Data records
**********

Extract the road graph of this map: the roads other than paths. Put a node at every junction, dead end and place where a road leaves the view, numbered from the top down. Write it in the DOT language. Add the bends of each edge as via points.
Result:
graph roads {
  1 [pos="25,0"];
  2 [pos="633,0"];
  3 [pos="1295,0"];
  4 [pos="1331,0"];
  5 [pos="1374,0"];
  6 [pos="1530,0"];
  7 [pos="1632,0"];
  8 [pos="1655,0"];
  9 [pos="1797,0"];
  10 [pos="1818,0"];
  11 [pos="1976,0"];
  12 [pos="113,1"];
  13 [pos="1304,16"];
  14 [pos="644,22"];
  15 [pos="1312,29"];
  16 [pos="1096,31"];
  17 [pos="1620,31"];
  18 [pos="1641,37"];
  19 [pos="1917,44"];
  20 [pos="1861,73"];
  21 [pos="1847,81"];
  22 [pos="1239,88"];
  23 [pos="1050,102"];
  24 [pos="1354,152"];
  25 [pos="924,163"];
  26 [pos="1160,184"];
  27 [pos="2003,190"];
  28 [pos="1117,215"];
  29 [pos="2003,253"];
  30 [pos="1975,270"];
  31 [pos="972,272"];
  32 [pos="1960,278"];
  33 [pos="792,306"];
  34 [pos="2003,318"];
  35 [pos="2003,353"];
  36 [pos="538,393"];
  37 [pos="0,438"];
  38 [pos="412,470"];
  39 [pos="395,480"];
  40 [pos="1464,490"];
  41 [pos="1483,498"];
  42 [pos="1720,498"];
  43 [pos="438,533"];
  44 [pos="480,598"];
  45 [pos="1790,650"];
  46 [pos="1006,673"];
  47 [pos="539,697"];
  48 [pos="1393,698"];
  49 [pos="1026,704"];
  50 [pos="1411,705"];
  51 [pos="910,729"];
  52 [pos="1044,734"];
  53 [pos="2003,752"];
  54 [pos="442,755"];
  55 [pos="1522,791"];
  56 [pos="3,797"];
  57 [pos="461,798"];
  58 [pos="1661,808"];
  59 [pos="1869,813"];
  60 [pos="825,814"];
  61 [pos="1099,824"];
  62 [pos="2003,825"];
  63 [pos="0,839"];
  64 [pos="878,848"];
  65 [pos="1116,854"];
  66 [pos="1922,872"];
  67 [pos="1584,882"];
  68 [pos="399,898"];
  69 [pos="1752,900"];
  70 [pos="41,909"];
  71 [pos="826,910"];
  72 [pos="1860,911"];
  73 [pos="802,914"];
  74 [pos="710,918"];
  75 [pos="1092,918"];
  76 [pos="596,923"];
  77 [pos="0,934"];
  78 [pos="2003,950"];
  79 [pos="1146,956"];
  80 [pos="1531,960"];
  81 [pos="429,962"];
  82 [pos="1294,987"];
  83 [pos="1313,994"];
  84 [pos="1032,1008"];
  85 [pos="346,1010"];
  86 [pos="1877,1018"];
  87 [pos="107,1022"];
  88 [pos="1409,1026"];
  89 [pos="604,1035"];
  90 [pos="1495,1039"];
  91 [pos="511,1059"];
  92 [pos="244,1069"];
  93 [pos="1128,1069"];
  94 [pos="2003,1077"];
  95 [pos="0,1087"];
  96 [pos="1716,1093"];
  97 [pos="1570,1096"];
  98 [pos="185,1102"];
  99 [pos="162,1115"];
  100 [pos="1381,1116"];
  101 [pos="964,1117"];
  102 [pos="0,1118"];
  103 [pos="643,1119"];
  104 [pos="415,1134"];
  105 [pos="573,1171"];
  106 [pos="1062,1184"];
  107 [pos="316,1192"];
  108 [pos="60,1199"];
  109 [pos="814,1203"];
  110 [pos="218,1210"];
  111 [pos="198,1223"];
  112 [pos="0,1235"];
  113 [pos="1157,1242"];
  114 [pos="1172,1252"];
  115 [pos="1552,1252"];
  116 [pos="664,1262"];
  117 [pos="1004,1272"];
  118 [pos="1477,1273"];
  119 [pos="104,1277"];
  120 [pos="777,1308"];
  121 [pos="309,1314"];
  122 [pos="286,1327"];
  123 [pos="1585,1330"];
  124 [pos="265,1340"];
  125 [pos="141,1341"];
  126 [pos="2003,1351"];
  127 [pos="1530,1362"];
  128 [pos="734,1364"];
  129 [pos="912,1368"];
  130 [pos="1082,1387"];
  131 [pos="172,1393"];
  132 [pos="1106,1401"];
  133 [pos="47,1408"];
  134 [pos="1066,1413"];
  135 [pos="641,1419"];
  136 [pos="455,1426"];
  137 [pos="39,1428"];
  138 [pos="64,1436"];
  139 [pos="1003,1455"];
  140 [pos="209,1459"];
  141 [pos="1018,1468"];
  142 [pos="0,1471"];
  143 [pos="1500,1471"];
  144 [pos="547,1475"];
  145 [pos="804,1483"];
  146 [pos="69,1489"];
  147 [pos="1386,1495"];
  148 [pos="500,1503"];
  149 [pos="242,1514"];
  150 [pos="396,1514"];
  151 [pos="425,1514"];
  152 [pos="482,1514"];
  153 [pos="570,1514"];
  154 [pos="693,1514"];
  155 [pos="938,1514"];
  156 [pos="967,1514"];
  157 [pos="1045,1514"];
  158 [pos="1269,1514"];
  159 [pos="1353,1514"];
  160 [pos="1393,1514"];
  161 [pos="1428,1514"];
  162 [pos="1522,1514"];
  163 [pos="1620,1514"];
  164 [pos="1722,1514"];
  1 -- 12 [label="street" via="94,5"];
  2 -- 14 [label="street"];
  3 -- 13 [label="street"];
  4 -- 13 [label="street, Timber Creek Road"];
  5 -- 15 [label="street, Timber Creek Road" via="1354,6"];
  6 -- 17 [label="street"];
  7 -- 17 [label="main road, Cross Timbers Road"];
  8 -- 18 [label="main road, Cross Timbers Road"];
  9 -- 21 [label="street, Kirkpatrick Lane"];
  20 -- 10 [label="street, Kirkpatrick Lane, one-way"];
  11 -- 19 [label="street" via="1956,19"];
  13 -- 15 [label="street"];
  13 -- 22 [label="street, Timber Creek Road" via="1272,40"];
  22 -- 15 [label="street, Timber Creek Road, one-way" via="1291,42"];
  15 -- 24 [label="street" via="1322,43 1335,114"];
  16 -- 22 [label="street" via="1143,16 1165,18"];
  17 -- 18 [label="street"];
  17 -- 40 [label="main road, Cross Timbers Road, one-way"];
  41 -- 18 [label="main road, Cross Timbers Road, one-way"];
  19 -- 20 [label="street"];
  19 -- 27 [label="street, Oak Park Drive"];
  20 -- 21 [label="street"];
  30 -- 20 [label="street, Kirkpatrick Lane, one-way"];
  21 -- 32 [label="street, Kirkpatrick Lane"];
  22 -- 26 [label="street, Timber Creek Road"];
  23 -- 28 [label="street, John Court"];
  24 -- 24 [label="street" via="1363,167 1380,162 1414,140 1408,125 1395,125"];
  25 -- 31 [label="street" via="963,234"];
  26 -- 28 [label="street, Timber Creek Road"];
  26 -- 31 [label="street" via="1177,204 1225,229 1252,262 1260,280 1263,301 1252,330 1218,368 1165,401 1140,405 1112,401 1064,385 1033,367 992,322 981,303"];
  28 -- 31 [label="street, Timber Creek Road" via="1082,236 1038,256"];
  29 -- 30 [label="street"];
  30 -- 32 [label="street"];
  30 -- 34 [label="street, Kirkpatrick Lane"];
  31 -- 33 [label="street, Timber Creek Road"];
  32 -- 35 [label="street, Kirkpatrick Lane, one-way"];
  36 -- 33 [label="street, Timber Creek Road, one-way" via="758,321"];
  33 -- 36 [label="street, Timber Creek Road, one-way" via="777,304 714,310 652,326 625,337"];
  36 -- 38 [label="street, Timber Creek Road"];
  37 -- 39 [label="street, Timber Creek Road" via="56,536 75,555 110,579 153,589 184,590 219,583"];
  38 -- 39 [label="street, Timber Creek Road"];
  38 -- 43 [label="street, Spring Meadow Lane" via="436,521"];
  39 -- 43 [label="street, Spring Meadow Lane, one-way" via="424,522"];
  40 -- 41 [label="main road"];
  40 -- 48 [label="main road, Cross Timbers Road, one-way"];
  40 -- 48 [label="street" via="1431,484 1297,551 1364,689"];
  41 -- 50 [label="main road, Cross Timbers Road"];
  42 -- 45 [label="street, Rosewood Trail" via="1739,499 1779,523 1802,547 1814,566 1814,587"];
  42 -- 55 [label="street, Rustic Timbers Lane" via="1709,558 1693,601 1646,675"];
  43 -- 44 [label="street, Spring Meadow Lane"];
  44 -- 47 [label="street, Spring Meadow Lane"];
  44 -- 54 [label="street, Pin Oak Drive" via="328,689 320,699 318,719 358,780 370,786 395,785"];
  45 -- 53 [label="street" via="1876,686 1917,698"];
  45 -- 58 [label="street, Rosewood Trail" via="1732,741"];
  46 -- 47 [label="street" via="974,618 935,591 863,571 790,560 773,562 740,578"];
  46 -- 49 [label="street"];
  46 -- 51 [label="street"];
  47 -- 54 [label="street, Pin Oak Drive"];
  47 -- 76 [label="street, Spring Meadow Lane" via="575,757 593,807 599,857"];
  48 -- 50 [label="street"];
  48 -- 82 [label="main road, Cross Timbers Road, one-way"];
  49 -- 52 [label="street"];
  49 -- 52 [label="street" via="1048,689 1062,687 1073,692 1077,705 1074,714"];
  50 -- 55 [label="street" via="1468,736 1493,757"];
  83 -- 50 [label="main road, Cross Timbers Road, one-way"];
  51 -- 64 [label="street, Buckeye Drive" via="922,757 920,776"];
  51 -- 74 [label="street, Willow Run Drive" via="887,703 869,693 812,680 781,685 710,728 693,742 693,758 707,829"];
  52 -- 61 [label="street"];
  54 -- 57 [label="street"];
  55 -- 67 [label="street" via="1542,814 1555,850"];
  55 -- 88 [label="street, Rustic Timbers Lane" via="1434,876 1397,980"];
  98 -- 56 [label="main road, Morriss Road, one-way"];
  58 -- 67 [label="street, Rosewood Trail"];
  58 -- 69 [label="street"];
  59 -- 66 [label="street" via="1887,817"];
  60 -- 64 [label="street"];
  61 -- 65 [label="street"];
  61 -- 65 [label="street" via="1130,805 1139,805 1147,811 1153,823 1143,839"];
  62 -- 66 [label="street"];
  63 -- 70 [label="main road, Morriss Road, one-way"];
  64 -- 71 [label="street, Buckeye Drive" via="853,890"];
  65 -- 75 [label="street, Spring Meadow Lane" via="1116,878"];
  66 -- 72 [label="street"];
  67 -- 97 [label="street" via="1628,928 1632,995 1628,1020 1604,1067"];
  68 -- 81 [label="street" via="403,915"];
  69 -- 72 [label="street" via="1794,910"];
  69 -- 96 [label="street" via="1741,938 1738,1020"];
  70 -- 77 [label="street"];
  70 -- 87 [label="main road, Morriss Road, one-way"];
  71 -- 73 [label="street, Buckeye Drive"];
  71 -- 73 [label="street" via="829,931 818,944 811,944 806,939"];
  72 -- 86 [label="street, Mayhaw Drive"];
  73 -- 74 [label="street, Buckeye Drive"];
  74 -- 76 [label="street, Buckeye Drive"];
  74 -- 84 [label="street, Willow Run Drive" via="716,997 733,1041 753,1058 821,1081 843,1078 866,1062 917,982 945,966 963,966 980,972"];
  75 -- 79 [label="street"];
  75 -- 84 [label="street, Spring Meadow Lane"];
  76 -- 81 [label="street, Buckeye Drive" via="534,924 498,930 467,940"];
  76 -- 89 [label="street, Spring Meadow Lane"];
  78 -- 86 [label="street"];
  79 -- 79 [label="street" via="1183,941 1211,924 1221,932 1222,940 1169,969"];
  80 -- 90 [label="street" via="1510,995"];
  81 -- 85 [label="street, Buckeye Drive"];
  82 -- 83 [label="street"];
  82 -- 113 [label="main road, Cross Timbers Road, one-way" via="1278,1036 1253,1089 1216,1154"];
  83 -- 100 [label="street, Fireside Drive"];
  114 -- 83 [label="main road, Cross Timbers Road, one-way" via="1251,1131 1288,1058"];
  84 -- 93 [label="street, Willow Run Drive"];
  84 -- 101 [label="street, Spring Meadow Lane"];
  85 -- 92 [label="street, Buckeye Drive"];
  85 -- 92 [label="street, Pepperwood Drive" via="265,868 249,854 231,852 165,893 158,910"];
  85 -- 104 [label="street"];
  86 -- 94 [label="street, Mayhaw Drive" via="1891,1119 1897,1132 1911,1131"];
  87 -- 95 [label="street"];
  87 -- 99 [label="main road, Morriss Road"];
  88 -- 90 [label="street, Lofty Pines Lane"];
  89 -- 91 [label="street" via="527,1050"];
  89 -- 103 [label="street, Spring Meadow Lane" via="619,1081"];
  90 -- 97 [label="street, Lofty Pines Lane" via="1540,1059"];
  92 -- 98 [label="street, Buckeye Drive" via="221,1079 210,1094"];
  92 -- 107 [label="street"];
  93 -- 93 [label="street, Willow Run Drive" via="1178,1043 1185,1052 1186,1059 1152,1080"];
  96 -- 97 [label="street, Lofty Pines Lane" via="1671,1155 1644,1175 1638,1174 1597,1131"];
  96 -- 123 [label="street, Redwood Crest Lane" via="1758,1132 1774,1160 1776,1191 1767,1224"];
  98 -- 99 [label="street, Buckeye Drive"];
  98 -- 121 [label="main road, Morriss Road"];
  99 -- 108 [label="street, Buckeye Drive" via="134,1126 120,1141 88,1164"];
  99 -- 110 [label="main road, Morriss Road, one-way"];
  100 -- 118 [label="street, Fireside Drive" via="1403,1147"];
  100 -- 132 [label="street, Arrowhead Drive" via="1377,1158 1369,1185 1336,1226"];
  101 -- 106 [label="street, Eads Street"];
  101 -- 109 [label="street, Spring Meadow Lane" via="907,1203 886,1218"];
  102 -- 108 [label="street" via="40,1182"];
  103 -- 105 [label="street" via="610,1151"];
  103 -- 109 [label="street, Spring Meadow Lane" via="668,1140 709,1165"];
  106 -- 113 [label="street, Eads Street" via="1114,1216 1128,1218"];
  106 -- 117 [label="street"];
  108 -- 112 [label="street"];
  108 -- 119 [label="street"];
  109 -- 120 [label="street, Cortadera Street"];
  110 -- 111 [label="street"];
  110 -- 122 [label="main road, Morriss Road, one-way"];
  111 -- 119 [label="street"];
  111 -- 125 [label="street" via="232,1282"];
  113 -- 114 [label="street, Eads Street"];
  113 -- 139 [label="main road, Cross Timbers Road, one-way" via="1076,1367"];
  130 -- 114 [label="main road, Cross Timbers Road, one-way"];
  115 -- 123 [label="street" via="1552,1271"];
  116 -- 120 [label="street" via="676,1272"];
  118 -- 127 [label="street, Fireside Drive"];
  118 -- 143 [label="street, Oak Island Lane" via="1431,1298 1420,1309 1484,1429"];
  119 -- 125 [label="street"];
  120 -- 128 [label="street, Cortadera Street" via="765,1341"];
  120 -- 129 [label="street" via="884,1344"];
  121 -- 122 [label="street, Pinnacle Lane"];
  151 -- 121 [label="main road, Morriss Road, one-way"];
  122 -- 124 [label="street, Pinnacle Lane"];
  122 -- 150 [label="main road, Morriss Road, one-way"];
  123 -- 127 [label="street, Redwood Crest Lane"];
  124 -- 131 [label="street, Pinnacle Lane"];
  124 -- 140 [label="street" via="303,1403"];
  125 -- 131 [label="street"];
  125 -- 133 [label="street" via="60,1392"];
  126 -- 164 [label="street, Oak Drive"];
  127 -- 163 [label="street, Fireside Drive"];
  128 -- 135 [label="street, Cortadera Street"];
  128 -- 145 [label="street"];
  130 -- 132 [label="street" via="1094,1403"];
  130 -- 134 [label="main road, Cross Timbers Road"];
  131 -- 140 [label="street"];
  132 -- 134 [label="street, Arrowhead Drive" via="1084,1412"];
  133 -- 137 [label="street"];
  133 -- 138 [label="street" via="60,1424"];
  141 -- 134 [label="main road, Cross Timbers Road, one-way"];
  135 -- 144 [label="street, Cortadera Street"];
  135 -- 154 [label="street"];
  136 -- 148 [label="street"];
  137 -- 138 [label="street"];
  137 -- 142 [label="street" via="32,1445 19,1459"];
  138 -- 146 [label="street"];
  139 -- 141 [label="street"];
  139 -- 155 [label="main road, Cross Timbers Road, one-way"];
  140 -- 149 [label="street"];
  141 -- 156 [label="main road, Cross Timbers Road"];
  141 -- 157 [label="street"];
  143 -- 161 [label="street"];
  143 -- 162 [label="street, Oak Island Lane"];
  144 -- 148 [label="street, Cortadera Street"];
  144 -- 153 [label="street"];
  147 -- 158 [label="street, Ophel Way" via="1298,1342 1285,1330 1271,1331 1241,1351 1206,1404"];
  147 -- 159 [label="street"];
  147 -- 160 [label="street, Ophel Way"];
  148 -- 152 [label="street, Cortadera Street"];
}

**********

→ **What to produce**: Reproduce each line of the entries in which the word "Buckeye" is found.

→ **Solution to this problem**:
  51 -- 64 [label="street, Buckeye Drive" via="922,757 920,776"];
  64 -- 71 [label="street, Buckeye Drive" via="853,890"];
  71 -- 73 [label="street, Buckeye Drive"];
  73 -- 74 [label="street, Buckeye Drive"];
  74 -- 76 [label="street, Buckeye Drive"];
  76 -- 81 [label="street, Buckeye Drive" via="534,924 498,930 467,940"];
  81 -- 85 [label="street, Buckeye Drive"];
  85 -- 92 [label="street, Buckeye Drive"];
  92 -- 98 [label="street, Buckeye Drive" via="221,1079 210,1094"];
  98 -- 99 [label="street, Buckeye Drive"];
  99 -- 108 [label="street, Buckeye Drive" via="134,1126 120,1141 88,1164"];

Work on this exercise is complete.